[Your task]: Pull every line that includes the word "controls" out of the data below and copy it.
[Listed records Boundary: Start]
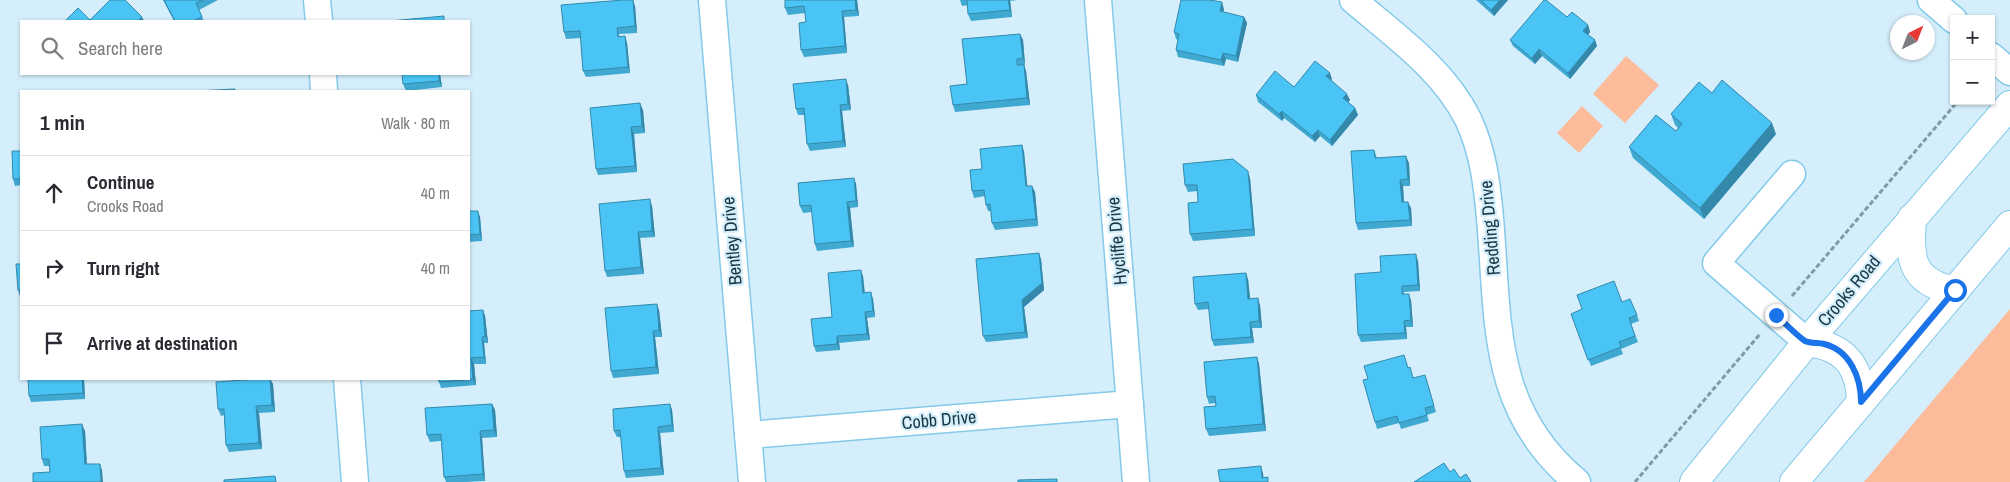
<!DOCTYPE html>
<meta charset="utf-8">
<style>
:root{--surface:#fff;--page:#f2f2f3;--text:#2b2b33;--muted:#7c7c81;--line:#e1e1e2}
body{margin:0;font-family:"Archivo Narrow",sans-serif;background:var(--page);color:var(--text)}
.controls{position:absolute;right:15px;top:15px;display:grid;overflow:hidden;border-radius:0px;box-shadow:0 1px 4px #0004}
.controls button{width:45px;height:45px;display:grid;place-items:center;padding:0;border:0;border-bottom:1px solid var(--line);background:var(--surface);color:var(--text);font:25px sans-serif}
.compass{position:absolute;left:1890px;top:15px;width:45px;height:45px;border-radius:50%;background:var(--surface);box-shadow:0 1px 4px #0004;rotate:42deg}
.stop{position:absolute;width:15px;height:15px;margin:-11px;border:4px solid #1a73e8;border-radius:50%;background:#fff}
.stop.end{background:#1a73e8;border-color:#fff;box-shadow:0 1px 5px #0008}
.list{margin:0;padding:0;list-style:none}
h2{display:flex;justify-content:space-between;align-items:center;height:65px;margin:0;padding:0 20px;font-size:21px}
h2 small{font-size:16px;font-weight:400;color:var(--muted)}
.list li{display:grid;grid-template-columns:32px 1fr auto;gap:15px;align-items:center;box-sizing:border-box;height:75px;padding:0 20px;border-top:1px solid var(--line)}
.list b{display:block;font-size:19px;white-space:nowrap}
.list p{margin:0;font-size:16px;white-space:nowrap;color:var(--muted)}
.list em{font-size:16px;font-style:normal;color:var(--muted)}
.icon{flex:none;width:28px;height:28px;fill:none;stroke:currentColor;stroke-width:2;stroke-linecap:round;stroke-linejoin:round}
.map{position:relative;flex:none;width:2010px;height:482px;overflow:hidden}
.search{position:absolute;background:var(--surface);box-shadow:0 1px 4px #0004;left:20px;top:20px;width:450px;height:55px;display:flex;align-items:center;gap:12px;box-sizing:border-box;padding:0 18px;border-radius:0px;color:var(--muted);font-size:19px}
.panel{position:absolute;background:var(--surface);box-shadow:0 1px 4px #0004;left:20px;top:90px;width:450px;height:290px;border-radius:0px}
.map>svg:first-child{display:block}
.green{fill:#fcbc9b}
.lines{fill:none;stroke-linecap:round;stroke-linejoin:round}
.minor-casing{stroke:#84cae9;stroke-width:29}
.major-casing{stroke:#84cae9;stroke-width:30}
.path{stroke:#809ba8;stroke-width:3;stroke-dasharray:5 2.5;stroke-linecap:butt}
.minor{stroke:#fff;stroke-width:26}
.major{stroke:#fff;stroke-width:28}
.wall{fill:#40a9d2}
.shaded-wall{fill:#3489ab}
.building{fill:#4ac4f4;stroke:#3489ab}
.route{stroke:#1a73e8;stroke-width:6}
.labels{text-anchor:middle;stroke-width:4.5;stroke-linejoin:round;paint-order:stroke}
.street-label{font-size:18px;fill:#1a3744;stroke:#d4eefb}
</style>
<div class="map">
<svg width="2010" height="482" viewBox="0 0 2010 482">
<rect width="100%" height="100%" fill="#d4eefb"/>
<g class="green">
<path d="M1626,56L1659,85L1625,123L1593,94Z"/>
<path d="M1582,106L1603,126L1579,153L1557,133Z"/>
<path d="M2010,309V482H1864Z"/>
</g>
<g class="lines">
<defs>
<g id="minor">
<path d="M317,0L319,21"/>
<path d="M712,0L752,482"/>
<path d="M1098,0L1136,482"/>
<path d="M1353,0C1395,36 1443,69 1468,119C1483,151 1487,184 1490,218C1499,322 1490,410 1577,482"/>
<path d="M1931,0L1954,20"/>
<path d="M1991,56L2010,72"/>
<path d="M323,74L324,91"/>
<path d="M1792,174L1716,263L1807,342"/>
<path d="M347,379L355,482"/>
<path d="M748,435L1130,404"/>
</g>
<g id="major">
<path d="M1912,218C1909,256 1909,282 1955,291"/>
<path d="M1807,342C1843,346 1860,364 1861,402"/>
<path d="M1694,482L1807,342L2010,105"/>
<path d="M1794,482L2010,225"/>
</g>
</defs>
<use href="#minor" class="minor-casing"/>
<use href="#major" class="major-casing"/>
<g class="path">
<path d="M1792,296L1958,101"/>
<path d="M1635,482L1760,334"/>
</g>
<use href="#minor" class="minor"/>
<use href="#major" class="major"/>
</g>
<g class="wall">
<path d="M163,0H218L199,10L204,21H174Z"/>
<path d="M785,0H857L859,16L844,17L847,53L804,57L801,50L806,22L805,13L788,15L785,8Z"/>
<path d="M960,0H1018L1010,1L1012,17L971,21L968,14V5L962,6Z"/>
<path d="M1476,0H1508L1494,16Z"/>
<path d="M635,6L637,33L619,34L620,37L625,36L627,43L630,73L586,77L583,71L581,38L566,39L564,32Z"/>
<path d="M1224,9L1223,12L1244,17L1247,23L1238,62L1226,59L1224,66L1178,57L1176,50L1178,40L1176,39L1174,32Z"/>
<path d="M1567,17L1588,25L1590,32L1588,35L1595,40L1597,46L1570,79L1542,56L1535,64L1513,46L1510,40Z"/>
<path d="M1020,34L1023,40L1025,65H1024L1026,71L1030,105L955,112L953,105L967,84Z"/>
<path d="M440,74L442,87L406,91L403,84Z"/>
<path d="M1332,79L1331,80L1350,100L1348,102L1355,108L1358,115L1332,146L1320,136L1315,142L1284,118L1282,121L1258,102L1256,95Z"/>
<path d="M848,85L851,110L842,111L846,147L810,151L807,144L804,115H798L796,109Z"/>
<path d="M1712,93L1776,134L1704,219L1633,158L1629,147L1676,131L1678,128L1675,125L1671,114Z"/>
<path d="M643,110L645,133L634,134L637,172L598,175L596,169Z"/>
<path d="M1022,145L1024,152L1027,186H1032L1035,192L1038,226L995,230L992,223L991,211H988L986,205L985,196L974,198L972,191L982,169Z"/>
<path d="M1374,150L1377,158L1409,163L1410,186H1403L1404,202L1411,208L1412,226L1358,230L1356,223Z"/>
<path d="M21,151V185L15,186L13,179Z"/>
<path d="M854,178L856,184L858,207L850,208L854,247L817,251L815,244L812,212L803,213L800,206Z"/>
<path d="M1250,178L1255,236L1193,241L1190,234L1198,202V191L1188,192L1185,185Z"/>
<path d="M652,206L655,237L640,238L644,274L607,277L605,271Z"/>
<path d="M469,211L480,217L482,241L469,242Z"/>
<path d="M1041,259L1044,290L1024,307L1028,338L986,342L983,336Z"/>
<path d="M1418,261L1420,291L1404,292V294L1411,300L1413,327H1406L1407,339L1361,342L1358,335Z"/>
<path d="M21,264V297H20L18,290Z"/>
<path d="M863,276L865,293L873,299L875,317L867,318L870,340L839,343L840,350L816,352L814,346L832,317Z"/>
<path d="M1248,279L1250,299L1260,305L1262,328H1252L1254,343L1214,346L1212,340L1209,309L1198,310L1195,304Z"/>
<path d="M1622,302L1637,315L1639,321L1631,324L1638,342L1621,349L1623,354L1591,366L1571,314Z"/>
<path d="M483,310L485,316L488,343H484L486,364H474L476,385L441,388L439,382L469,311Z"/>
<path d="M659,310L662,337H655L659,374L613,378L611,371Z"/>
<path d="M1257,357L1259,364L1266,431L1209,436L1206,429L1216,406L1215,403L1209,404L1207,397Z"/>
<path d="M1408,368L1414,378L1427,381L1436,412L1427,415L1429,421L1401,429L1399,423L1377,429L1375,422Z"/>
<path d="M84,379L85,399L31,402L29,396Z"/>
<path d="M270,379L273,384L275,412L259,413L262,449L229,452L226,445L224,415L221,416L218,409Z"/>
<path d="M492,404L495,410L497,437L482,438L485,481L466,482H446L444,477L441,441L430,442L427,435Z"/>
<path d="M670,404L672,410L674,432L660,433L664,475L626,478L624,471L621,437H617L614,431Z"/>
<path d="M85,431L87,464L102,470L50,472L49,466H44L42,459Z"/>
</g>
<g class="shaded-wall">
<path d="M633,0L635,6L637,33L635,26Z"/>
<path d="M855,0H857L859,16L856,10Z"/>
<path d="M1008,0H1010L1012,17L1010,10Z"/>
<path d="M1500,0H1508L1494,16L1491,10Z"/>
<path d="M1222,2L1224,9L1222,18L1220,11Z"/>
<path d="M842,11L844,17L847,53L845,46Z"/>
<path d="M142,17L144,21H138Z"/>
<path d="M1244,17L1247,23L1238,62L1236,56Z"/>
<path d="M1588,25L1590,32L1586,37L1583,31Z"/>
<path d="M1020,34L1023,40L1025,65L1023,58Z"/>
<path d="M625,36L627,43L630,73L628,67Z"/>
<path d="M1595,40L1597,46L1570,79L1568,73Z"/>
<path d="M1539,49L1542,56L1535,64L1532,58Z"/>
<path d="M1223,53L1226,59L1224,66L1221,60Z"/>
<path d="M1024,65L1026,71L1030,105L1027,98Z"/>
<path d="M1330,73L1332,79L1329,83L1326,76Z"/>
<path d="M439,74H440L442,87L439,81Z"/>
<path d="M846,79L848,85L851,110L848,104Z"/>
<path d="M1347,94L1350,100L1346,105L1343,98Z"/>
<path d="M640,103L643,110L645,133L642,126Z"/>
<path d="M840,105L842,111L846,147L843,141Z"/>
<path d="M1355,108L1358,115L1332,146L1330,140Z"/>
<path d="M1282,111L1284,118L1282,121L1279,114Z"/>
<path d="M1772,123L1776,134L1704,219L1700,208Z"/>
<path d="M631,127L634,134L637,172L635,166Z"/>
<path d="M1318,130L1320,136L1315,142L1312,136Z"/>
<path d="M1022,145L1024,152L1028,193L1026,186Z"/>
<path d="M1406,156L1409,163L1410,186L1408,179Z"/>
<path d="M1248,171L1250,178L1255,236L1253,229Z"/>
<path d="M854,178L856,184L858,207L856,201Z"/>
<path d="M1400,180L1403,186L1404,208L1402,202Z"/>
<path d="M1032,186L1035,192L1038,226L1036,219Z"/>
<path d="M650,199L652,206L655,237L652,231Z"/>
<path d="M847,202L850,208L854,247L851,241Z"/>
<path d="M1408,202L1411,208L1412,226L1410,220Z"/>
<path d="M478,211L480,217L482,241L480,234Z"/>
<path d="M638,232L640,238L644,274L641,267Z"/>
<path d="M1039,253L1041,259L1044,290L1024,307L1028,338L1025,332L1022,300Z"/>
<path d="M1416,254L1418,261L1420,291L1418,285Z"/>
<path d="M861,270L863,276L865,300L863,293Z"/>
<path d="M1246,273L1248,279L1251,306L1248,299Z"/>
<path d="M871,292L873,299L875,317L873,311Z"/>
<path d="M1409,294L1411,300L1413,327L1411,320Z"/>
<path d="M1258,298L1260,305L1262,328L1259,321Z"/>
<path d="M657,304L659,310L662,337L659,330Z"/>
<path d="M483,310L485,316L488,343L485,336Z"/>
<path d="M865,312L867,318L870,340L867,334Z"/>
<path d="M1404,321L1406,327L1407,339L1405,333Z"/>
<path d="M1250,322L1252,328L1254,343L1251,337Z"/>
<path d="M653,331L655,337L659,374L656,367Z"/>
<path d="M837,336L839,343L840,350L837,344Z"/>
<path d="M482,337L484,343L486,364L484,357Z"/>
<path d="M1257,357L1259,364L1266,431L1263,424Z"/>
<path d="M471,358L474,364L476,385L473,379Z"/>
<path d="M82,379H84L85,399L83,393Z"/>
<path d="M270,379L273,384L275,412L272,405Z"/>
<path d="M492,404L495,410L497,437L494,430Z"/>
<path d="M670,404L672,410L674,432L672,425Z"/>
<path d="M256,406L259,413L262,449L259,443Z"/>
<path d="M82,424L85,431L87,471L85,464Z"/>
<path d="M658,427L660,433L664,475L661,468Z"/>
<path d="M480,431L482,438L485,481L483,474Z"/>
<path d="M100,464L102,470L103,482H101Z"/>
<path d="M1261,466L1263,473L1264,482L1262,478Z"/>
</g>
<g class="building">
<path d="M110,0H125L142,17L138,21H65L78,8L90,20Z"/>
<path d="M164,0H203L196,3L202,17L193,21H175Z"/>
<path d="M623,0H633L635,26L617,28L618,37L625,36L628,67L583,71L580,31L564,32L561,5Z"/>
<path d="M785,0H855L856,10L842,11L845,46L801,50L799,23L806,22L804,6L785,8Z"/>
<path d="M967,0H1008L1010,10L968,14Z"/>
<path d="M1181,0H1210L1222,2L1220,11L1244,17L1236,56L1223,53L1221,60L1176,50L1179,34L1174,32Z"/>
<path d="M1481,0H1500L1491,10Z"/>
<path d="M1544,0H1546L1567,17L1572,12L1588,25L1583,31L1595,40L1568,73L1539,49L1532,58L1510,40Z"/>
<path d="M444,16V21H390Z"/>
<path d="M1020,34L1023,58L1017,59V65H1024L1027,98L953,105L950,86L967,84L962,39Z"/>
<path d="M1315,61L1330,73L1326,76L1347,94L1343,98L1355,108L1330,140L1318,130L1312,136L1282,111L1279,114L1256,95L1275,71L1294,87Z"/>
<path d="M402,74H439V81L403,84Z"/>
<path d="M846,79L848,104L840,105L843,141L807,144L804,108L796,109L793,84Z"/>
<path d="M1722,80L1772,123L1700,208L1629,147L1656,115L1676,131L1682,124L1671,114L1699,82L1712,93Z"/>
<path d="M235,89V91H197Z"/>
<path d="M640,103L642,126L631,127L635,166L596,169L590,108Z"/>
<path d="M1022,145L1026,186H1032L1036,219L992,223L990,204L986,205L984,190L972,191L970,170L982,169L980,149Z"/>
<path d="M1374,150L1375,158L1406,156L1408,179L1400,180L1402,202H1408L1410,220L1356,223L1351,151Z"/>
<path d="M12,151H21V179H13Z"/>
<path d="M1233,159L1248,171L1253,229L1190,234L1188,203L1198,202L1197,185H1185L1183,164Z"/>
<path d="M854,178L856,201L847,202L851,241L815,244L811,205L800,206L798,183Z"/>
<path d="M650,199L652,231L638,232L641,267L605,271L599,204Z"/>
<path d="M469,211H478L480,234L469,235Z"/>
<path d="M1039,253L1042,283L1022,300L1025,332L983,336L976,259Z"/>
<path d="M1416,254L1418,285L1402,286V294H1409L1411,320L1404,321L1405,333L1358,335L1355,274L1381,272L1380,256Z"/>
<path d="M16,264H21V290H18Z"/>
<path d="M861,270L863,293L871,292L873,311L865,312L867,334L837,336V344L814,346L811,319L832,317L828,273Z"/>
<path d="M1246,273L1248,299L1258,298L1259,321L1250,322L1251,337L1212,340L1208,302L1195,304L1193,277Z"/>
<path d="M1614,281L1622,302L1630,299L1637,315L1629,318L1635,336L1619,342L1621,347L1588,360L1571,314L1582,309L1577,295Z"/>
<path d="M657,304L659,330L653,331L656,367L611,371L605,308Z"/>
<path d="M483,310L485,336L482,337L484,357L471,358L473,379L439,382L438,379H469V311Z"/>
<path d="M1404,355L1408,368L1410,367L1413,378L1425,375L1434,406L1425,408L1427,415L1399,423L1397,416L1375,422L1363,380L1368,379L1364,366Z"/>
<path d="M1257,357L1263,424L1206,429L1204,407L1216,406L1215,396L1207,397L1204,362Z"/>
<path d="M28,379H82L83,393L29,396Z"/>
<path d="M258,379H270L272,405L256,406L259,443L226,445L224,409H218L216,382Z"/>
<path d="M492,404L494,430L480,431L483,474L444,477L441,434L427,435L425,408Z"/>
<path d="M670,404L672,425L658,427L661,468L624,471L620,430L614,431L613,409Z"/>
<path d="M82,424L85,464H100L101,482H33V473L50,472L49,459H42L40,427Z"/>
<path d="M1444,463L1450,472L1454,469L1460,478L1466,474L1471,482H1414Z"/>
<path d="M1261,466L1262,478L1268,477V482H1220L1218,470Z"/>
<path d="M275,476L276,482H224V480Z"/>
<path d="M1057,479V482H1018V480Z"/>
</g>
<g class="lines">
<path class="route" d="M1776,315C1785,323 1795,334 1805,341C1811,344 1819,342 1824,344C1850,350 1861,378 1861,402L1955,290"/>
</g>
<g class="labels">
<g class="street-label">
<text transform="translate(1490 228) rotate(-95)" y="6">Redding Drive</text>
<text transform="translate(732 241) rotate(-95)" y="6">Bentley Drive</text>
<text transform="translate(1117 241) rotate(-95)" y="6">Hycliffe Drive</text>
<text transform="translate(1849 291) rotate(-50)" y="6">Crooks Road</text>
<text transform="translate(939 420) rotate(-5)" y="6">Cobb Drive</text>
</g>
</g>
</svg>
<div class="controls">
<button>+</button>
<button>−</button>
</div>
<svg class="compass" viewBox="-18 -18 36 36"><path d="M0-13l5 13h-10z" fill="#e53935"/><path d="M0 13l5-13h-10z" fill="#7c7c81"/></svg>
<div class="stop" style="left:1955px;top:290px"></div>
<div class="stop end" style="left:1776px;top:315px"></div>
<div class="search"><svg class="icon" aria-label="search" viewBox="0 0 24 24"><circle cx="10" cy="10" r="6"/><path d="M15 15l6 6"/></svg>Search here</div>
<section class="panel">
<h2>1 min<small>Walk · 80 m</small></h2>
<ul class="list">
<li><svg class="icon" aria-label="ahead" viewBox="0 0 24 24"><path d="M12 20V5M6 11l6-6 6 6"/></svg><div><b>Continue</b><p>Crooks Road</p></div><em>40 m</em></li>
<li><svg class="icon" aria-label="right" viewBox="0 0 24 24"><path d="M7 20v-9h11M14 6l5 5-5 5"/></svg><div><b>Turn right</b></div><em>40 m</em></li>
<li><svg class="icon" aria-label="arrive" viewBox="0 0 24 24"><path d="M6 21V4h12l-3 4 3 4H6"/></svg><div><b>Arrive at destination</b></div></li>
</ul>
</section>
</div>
[Listed records Boundary: End]
[Written reply]:
.controls{position:absolute;right:15px;top:15px;display:grid;overflow:hidden;border-radius:0px;box-shadow:0 1px 4px #0004}
.controls button{width:45px;height:45px;display:grid;place-items:center;padding:0;border:0;border-bottom:1px solid var(--line);background:var(--surface);color:var(--text);font:25px sans-serif}
<div class="controls">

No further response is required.